If we develop a prenatal test that correctly identifies autistic children 60% of the time and delivers a false positive 5% of the time, what are the odds of a foetus developing into an autistic child given that the test returned a positive?
If you ask most people, they'd scratch their heads in confusion. Many would settle on 95%, some would settle on 60%, and a few would answer with a figure slightly over 92% (60% divided by the sum of 60% and 5%, or 60/65).
The actual answer, however, is none of these... for the simple reason that there are a lot more non-autistic children than autistic children. That five percent would be effectively multiplied by all of the non-autistic children it was used to test.
That answer depends highly on prevalance estimates, but let's not go there. For the sake of simplicity, I'm going to use the popularized 1/150 figure. Suffice it to say, however, that the prevalence of autism depends on how you define the word "autism"... and a lot of other things.
This gives us:
- P(A), or the probability of a foetus developing into an autistic child without testing, as 1/150, or about .6%.
- P(A'), or the probability of a foetus developing into a non-autistic child without testing, as 149/150, or about 99.3%.
- P(BA), or the probability of an autistic foetus getting a positive test result, as 60%.
- P(BA'), or the probability of a non-autistic foetus getting a positive test result, as 5%.
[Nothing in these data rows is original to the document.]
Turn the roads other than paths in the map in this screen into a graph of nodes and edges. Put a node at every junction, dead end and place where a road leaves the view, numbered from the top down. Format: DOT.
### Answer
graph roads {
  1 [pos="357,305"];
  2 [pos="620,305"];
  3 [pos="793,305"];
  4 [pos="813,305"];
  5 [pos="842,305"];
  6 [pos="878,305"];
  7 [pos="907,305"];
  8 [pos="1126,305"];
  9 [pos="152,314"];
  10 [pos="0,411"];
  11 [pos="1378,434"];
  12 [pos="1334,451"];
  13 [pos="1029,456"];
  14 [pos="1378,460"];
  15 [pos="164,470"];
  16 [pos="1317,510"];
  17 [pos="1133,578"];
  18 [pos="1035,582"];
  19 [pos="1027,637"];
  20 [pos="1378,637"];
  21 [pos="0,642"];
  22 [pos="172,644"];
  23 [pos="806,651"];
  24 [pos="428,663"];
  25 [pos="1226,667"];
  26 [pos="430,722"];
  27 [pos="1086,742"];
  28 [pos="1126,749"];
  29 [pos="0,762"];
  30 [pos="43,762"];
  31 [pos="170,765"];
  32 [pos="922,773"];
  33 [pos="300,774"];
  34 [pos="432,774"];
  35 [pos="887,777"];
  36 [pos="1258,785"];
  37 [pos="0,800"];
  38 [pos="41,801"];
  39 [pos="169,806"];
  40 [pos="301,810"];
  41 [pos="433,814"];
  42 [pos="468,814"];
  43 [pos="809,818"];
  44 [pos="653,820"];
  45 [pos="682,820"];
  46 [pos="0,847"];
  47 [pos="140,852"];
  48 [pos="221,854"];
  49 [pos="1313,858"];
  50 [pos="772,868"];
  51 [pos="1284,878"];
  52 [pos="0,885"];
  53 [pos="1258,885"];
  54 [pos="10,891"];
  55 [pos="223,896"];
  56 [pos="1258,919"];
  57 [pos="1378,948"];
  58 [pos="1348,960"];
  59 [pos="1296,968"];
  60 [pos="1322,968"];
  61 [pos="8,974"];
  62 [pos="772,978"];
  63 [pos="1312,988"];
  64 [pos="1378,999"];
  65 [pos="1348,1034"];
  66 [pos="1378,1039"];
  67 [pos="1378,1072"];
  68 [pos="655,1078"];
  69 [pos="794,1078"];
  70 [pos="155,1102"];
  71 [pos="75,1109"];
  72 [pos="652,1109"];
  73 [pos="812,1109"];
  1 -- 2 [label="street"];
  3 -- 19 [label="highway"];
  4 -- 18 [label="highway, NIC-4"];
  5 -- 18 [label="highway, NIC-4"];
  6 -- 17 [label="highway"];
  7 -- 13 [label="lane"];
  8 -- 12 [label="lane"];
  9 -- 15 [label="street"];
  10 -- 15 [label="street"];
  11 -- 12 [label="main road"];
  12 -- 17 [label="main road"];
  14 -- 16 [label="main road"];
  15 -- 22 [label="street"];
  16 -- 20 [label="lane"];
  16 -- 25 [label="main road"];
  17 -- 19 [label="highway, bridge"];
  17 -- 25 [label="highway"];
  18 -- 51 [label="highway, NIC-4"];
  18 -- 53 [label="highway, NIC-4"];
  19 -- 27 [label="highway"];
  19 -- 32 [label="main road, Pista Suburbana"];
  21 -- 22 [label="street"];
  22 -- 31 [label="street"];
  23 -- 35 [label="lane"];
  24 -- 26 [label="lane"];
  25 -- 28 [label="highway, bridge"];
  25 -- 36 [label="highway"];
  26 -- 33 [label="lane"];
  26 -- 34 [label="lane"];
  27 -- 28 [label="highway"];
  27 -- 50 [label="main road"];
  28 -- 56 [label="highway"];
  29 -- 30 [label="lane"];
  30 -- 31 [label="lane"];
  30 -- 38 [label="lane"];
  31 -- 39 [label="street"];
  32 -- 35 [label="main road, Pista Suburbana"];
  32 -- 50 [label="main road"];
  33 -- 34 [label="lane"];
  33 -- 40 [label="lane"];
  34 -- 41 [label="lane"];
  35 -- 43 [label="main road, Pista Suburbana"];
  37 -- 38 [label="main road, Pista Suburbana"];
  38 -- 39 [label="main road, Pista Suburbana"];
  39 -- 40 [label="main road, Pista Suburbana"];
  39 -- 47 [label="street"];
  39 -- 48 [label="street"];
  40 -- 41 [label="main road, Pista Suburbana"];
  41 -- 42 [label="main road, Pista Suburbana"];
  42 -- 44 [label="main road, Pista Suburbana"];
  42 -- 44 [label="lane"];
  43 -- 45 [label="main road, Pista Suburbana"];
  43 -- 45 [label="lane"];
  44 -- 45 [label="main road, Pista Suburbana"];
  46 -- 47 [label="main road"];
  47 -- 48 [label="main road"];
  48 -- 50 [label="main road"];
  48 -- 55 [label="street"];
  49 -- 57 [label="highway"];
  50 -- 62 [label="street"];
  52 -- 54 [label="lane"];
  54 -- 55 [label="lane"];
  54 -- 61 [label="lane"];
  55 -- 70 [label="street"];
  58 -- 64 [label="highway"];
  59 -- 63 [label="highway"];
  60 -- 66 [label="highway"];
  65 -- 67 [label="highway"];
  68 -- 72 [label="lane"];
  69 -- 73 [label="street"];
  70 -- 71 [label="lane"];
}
- P(B), or the probability of a randomly-selected foetus, autistic or not, getting a positive test result. This can be calculated from the above, as P(BA)P(A)+P(BA')P(A'). Doing the math, this works out to 161/3000, or about 5.37%.
Given that last figure, you should see where this is going.
In the end, the probability of a positive result on the test above correctly indicating an autistic child is a spectacular 12/161... or about 7.5%. The other 92.5% of the time... the test would be indicating that a non-autistic child is autistic.